What to do
Give the data again exactly as written, skipping any pictures.

Dataset entries

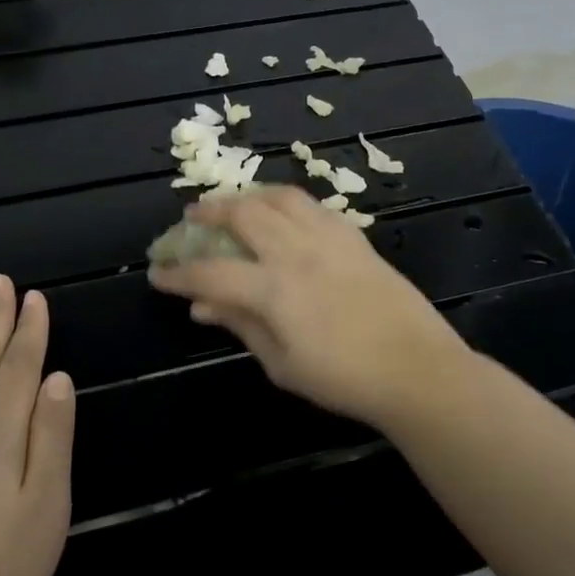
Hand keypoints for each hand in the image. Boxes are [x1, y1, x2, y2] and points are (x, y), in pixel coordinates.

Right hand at [147, 186, 468, 427]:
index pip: (211, 272)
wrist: (416, 369)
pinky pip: (313, 206)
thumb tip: (201, 306)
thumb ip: (240, 326)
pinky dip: (286, 203)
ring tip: (233, 204)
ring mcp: (329, 238)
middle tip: (191, 219)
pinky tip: (281, 214)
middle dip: (209, 213)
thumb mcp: (282, 364)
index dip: (178, 272)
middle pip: (243, 214)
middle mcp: (297, 252)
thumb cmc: (344, 379)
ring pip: (279, 197)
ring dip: (248, 196)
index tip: (157, 272)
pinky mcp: (354, 237)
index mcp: (274, 289)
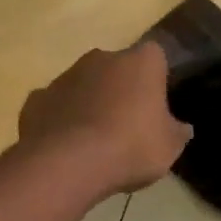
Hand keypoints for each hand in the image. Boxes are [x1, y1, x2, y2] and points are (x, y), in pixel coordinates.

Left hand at [19, 42, 192, 195]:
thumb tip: (183, 128)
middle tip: (127, 124)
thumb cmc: (130, 146)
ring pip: (84, 84)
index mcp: (140, 62)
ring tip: (94, 141)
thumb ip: (177, 132)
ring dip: (89, 103)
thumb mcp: (169, 147)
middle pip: (116, 68)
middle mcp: (102, 58)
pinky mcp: (37, 98)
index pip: (155, 57)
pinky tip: (65, 146)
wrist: (68, 163)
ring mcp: (66, 75)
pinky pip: (55, 105)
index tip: (156, 105)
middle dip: (121, 89)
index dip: (156, 79)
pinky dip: (60, 119)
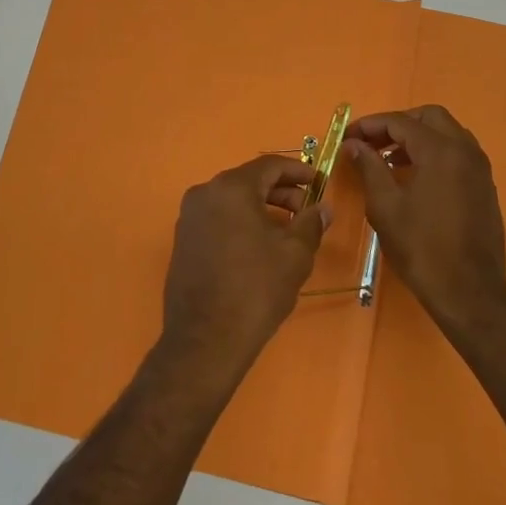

Written solution
Hand keypoints for each hand in the image. Boxes are [x1, y1, x2, y2] and points are (x, y), in pixel coordinates.

Right hand at [147, 186, 468, 427]:
index pip: (211, 272)
wrist: (416, 369)
pinky pip: (313, 206)
thumb tip: (201, 306)
thumb ip: (240, 326)
pinky dip: (286, 203)
ring tip: (233, 204)
ring mcp: (329, 238)
middle tip: (191, 219)
pinky tip: (281, 214)
middle dip: (209, 213)
thumb mcp: (282, 364)
index dip: (178, 272)
middle pip: (243, 214)
middle mcp: (297, 252)
thumb cmc: (344, 379)
ring pip: (279, 197)
ring dip: (248, 196)
index tip: (157, 272)
pinky mcp: (354, 237)
index mcp: (274, 289)
Hand keypoints for each hand in the image. Boxes are [x1, y1, x2, y2] and points are (x, y), in pixel coordinates.

Left hand at [19, 42, 192, 195]:
thumb tip: (183, 128)
middle tip: (127, 124)
thumb cmc: (130, 146)
ring pip: (84, 84)
index mcp: (140, 62)
ring tip: (94, 141)
thumb ip: (177, 132)
ring dip: (89, 103)
thumb mcp: (169, 147)
middle pip: (116, 68)
middle mcp: (102, 58)
pinky mcp: (37, 98)
index pip: (155, 57)
pinky tip: (65, 146)
wrist: (68, 163)
ring mcp: (66, 75)
pinky pip: (55, 105)
index tip: (156, 105)
middle dip: (121, 89)
index dip: (156, 79)
pinky dip: (60, 119)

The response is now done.